The UK’s four largest community pharmacy multiples currently do not collect ethnicity pay data for their pharmacist employees, with two of the high street chains telling The Pharmaceutical Journal that they do not believe there is an ethnicity pay gap within their respective organisations.
The responses follow The Pharmaceutical Journal’s
publication of results from its annual salary and satisfaction survey in September 2019, which suggested a statistically significant median pay gap of 15.0% between non-locum community pharmacists who identify as white and those belonging to a minority ethnic group (black, Asian or other ethnic minority). Across all pharmacy sectors the median ethnicity pay gap was 15.8%, an increase of 0.3 percentage points since 2018.
The Pharmaceutical Journal approached the multiples for comment in response to the survey’s findings and to determine what active measures the employers were taking to identify and tackle any pay gaps within their own organisations. Boots, Rowlands, LloydsPharmacy and Well Pharmacy confirmed they did not publish any ethnicity pay data.
Louise Walpole, head of reward, organisation design and engagement at Well Pharmacy, said that while the survey’s findings made for interesting reading, “we are not aware that we have any pay gap issues relating to ethnicity and do not currently report on it”.
“Our approach is not to have any bias in our pay,” she added.
A spokesperson for LloydsPharmacy commented: “We do not hold complete ethnicity data for our employees, so we are not able to perform analysis of any statistical significance. We do not believe that [an] ethnicity pay disparity is an issue among our pharmacist population.”

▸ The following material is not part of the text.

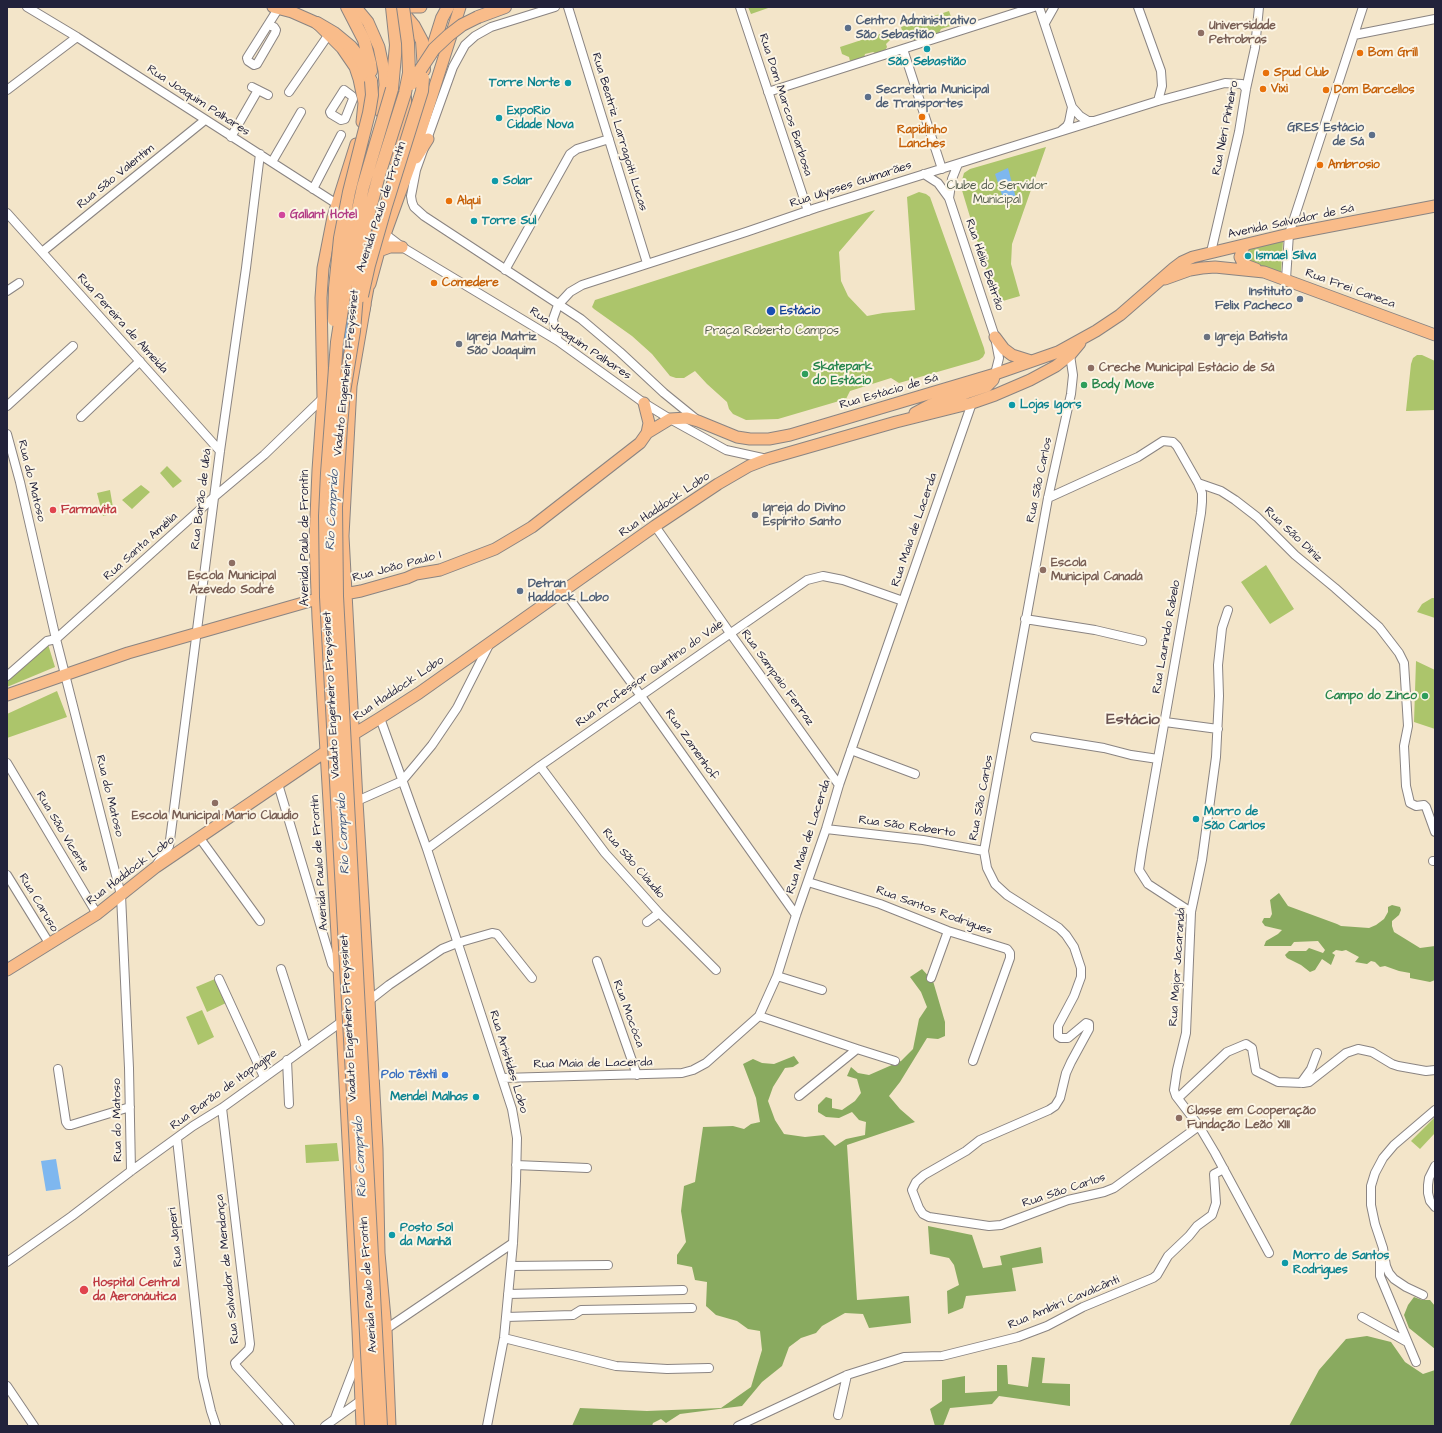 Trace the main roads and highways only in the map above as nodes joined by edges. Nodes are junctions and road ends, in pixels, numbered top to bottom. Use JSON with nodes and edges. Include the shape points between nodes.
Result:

A spokesperson for Phoenix Group, which owns Rowlands, said data uncovered by The Pharmaceutical Journal, showed that “community pharmacy as a whole appears to have a notable ethnicity pay gap in relation to the pharmacist population”.
“We are continuing to review and further enhance our colleague demographic data and regularly discuss workforce metrics internally to identify potential areas of focus/for action,” she added.
When asked about active measures to identify a potential pay gap at Boots, a spokesperson replied: “We’re looking at ways for colleagues to provide us with this [ethnicity] data so we can better identify any potential pay gaps and take steps to address them.”
Reporting on ethnicity and pay is currently not mandatory in the UK. However, a government consultation, which concluded in January 2019, explored whether declaring ethnicity pay gap data should be made a legal requirement in line with gender pay gap reporting. Feedback from the consultation is still undergoing analysis.
While none of the multiples report on their ethnicity pay data, all four companies expressed their commitment to ensuring employee pay was fair and transparent with salaries set according to individual roles, skills and experience, as well as locality.